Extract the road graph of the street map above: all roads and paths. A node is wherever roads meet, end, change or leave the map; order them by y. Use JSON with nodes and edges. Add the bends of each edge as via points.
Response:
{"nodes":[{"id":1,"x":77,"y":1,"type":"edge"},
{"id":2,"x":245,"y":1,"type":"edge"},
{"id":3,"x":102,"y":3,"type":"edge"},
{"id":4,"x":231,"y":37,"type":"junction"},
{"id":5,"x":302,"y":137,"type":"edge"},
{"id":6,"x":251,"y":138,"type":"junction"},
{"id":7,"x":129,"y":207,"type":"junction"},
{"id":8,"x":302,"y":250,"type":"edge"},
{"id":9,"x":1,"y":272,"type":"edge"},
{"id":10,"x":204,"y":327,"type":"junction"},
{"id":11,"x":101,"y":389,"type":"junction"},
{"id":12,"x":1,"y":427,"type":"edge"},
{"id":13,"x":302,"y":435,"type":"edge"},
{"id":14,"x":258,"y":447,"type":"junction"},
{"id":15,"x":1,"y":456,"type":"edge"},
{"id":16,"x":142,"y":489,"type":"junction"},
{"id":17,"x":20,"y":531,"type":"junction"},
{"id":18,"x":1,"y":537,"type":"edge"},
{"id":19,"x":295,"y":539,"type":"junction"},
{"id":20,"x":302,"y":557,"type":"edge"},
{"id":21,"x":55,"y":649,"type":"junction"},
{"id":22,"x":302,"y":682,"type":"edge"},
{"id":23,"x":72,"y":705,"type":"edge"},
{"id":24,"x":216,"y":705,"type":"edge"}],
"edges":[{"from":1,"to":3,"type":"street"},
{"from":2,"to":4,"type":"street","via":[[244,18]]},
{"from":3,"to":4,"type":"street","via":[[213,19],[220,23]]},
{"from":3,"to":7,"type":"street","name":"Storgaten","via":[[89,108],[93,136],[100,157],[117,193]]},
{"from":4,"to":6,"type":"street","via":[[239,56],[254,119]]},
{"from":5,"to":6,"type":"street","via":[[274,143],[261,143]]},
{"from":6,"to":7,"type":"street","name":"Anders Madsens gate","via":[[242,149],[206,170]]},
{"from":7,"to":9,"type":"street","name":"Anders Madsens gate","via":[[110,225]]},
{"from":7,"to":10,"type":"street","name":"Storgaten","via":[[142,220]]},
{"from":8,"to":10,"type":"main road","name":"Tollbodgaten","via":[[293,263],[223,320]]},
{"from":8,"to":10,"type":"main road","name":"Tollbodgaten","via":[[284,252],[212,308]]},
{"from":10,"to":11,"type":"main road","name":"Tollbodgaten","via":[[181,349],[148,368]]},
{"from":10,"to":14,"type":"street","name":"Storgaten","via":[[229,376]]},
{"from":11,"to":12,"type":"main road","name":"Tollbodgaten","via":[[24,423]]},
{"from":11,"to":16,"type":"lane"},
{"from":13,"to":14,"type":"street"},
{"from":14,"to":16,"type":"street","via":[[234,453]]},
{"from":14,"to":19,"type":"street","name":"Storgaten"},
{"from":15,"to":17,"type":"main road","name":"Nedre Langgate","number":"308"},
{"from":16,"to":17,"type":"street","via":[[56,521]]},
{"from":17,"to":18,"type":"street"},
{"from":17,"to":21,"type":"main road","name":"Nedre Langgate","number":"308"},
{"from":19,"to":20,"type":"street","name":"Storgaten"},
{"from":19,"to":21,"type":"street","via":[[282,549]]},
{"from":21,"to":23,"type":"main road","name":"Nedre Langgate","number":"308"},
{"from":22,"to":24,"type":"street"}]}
------------------------------------------------------------------------
> The task
Pick each line holding "Nedre" out of the entries above and return it.

> Exercise output
{"from":15,"to":17,"type":"main road","name":"Nedre Langgate","number":"308"},
{"from":17,"to":21,"type":"main road","name":"Nedre Langgate","number":"308"},
{"from":21,"to":23,"type":"main road","name":"Nedre Langgate","number":"308"},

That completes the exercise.